Peter Ruggenthaler's "The Concept of Neutrality in Stalin's Foreign Policy, 1945-1953", which was first published 2013 in the Harvard Cold War Studies Book Series has now been reissued.
Drawing on recently declassified Soviet archival sources, this book sheds new light on how the division of Europe came about in the aftermath of World War II. The book contravenes the notion that a neutral zone of states, including Germany, could have been set up between East and West. The Soviet Union under Joseph Stalin was determined to preserve control over its own sphere of German territory. By tracing Stalin's attitude toward neutrality in international politics, the book provides important insights into the origins of the Cold War.
415 pages, 2017
Translated by Otmar Binder, Vienna.
978-1-4985-1745-4 • Paperback • April 2017 • $54.99 • (£37.95).

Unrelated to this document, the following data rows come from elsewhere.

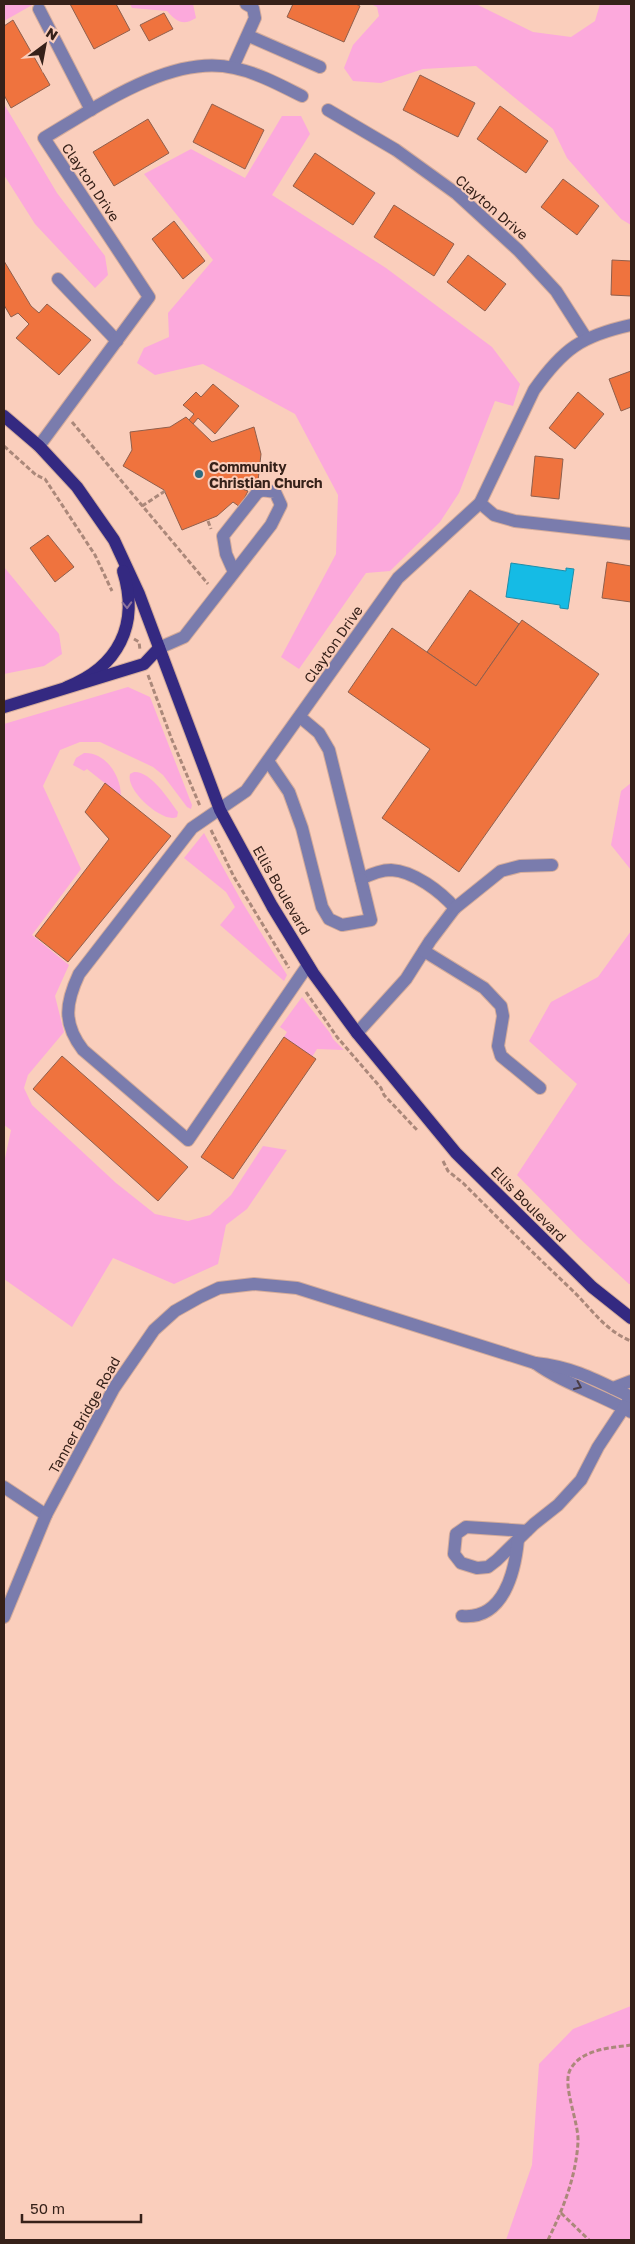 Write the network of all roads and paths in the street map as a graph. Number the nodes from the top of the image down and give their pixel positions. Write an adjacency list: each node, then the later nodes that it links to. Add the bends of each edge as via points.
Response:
1 (246, 4): 3 (street, via 253,8 255,18)
2 (39, 9): 7 (street)
3 (249, 36): 4 (street); 5 (street)
4 (233, 67): 6 (street, Clayton Drive); 7 (street, Clayton Drive, via 208,66 172,72 130,87)
5 (320, 67)
6 (302, 96)
7 (91, 110): 12 (street, Clayton Drive, via 44,138 149,297)
8 (328, 110): 11 (street, Clayton Drive, via 396,150 457,194 518,250 556,291)
9 (58, 279): 12 (street)
10 (631, 325): 11 (street, Clayton Drive)
11 (586, 338): 18 (street, Clayton Drive, via 564,354 534,390)
12 (117, 341): 13 (street, Clayton Drive)
13 (64, 413): 16 (street, Clayton Drive); 19 (path)
14 (4, 416): 16 (main road, Ellis Boulevard)
15 (4, 446): 27 (path, via 36,475 45,479 95,555)
16 (39, 446): 23 (main road, Ellis Boulevard, via 77,487)
17 (165, 491): 19 (path)
18 (480, 503): 21 (street, via 494,515 515,521); 33 (street, Clayton Drive, via 398,578)
19 (142, 506): 25 (path)
20 (208, 521): 22 (path)
21 (631, 534)
22 (214, 537)
23 (114, 540): 29 (main road, Ellis Boulevard); 31 (main road, one-way to 31, via 127,582 128,612 124,635 116,652 98,671)
24 (234, 572): 24 (street, via 279,512 280,498 275,492 262,490 257,493 225,531 223,542); 25 (street)
25 (213, 586): 26 (path); 29 (street, via 184,636)
26 (202, 592)
27 (113, 595)
28 (131, 638): 30 (path, via 139,642)
29 (159, 648): 31 (main road, via 144,664); 35 (main road, Ellis Boulevard)
30 (140, 651)
31 (67, 688): 32 (main road)
32 (4, 706)
33 (300, 717): 34 (street, Clayton Drive); 37 (street, via 319,733 329,750)
34 (268, 760): 35 (street, Clayton Drive, via 246,791); 37 (street, via 289,792 302,828 322,907 329,919 342,925 370,920)
35 (220, 810): 40 (main road, Ellis Boulevard); 40 (street, Clayton Drive, via 192,828 79,974 70,992 68,1010 74,1038 188,1140)
36 (552, 865): 38 (street, via 520,866 501,871)
37 (361, 879): 38 (street, via 375,872 392,870 409,874 446,898)
38 (455, 908): 39 (street)
39 (424, 951): 41 (street, via 406,979); 42 (street, via 484,988 501,1006 503,1016 498,1046 501,1056)
40 (308, 964): 41 (main road, Ellis Boulevard)
41 (357, 1033): 43 (main road, Ellis Boulevard, via 456,1153 592,1287)
42 (540, 1088)
43 (630, 1315)
44 (535, 1364): 46 (street, Tanner Bridge Road, via 559,1366 582,1373); 47 (street, Tanner Bridge Road, one-way to 47, via 551,1375); 49 (street, Tanner Bridge Road, via 297,1288 254,1284 219,1288 175,1311 154,1330 114,1388)
45 (631, 1381): 46 (street)
46 (613, 1388): 47 (street, Tanner Bridge Road)
47 (629, 1404): 50 (street, via 598,1447 581,1480 558,1505)
48 (4, 1487): 49 (street)
49 (46, 1515): 52 (street, Tanner Bridge Road)
50 (522, 1535): 50 (street, via 488,1567 468,1567 454,1554 456,1534 466,1526); 51 (street, via 515,1569 502,1596 482,1614)
51 (462, 1616)
52 (4, 1617)
53 (631, 2045): 54 (path, via 588,2053 569,2071 568,2085 578,2140)
54 (561, 2212): 55 (path); 56 (path)
55 (548, 2240)
56 (589, 2240)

„Ruggenthaler has produced what is nothing less than one of the most important studies to date of Stalin’s post-war foreign policy. There is little doubt that it brings us several leaps forward in our understanding of this troubled period. It should be essential reading for historians and area specialists, as well as students of foreign policy analysis.“
(Scandinavian journal of History, 41/2)
“… fast paced, dense, insightful narrative… One of the book´s major academic strengths is its painstakingly organized treasure trove of documentary evidence… Ruggenthaler´s insightful premise, thorough research, and compelling arguments will be a starting point for all future studies on this topic.”